Re: [PATCH] fuse: add a new "connections" file to show longest waiting reqeust

[Date Prev][Date Next][Thread Prev][Thread Next][Date Index][Thread Index]

 



On Mon, Feb 3, 2025 at 9:42 AM Jeff Layton <jlayton@xxxxxxxxxx> wrote:
>
> On Mon, 2025-02-03 at 09:31 -0800, Joanne Koong wrote:
> > On Mon, Feb 3, 2025 at 8:37 AM Jeff Layton <jlayton@xxxxxxxxxx> wrote:
> > >
> > > Add a new file to the "connections" directory that shows how long (in
> > > seconds) the oldest fuse_req in the processing hash or pending queue has
> > > been waiting.
> > >
> > > Signed-off-by: Jeff Layton <jlayton@xxxxxxxxxx>
> > > ---
> > > This is based on top of Joanne's work, as it requires the "create_time"
> > > field in fuse_req.  We have some internal detection of hung fuse server
> > > processes that relies on seeing elevated values in the "waiting" sysfs
> > > file.
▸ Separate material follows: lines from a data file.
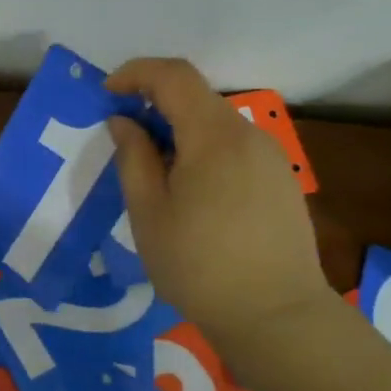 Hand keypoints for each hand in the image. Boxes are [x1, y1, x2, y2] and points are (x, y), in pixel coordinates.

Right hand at [105, 58, 331, 347]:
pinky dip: (203, 149)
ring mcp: (272, 158)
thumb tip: (124, 122)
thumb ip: (133, 157)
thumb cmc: (199, 265)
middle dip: (154, 103)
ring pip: (215, 123)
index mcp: (214, 136)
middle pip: (196, 97)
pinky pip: (234, 147)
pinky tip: (191, 192)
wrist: (278, 317)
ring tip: (154, 171)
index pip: (174, 75)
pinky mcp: (282, 181)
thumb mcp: (148, 212)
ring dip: (178, 130)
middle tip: (124, 137)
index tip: (108, 94)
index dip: (136, 73)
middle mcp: (249, 135) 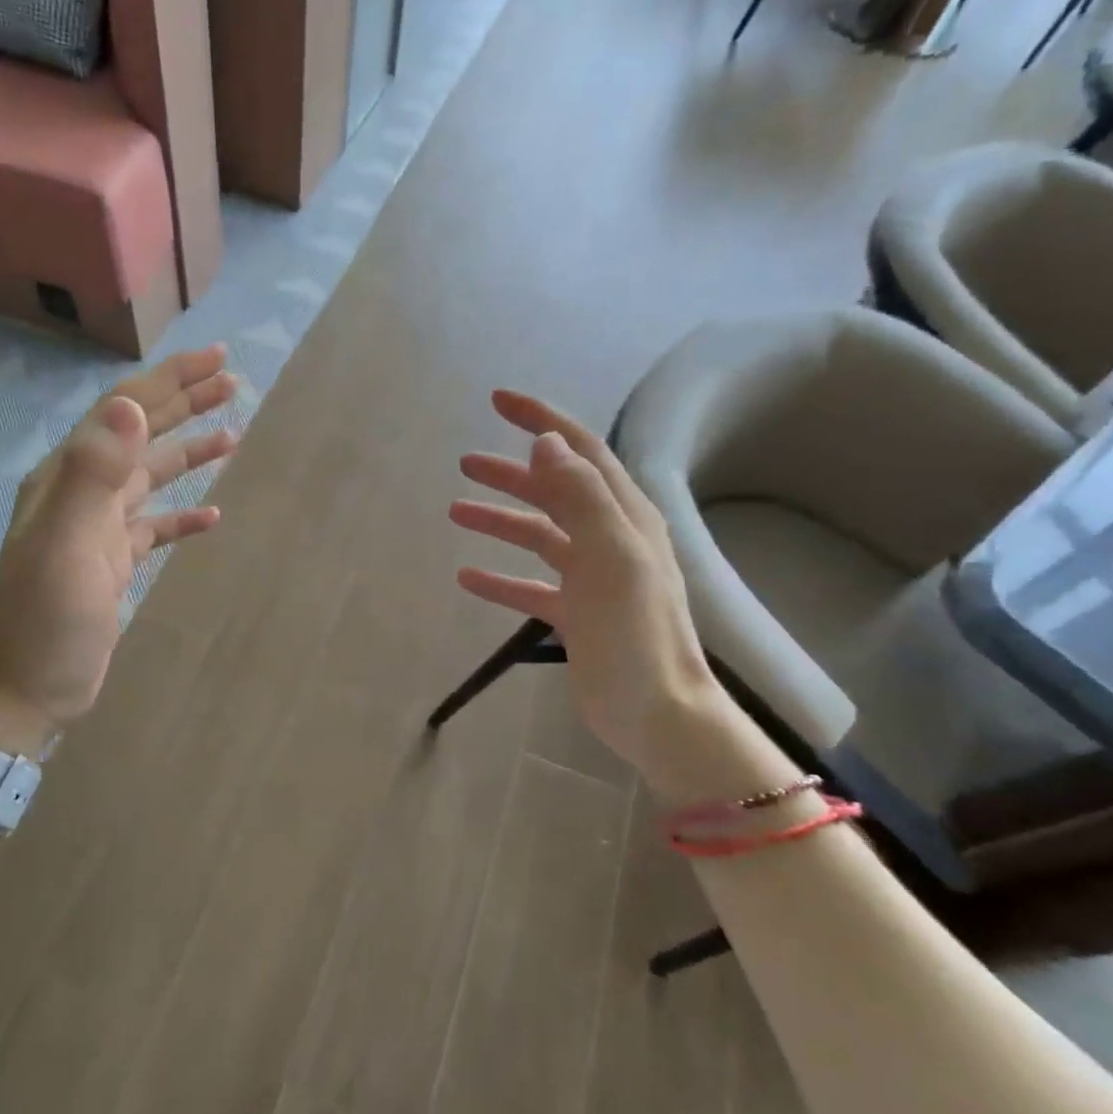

The problem with that method is that it can't detect when highly
> > > serialized workloads on a FUSE mount are hung. This adds another metric
> > > that we can use to detect when fuse mounts are hung.
> > > ---
> > >  fs/fuse/control.c | 56 +++++++++++++++++++++++++++++++++++++++++++++++++++++++
> > >  fs/fuse/fuse_i.h  |  2 +-
> > >  2 files changed, 57 insertions(+), 1 deletion(-)
> > >
> > > diff --git a/fs/fuse/control.c b/fs/fuse/control.c
> > > index 2a730d88cc3bdb50ea1f8a3185faad5f05fc6e74..b213db11a2d7d85c4403baa61f9f7850fed150a8 100644
> > > --- a/fs/fuse/control.c
> > > +++ b/fs/fuse/control.c
> > > @@ -180,6 +180,55 @@ static ssize_t fuse_conn_congestion_threshold_write(struct file *file,
> > >         return ret;
> > >  }
> > >
> > > +/* Show how long (in s) the oldest request has been waiting */
> > > +static ssize_t fuse_conn_oldest_read(struct file *file, char __user *buf,
> > > +                                     size_t len, loff_t *ppos)
> > > +{
> > > +       char tmp[32];
> > > +       size_t size;
> > > +       unsigned long oldest = jiffies;
> > > +
> > > +       if (!*ppos) {
> > > +               struct fuse_conn *fc = fuse_ctl_file_conn_get(file);
> > > +               struct fuse_iqueue *fiq = &fc->iq;
> > > +               struct fuse_dev *fud;
> > > +               struct fuse_req *req;
> > > +
> > > +               if (!fc)
> > > +                       return 0;
> > > +
> > > +               spin_lock(&fc->lock);
> > > +               list_for_each_entry(fud, &fc->devices, entry) {
> > > +                       struct fuse_pqueue *fpq = &fud->pq;
> > > +                       int i;
> > > +
> > > +                       spin_lock(&fpq->lock);
> > > +                       for (i = 0; i < FUSE_PQ_HASH_SIZE; i++) {
> > > +                               if (list_empty(&fpq->processing[i]))
> > > +                                       continue;
> > > +                               /*
> > > +                                * Only check the first request in the queue. The
> > > +                                * assumption is that the one at the head of the list
> > > +                                * will always be the oldest.
> > > +                                */
> > > +                               req = list_first_entry(&fpq->processing[i], struct fuse_req, list);
> >
> > This probably doesn't matter in actuality, but maybe
> > list_first_entry_or_null() on fpq->processing[i] would be more optimal
> > here than "list_empty()" and "list_first_entry()" since that'll
> > minimize the number of READ_ONCE() calls we'd need to do.
> >
>
> I don't think the above will do more than one READ_ONCE, but I agree
> that list_first_entry_or_null() is more idiomatic. I'll switch to that.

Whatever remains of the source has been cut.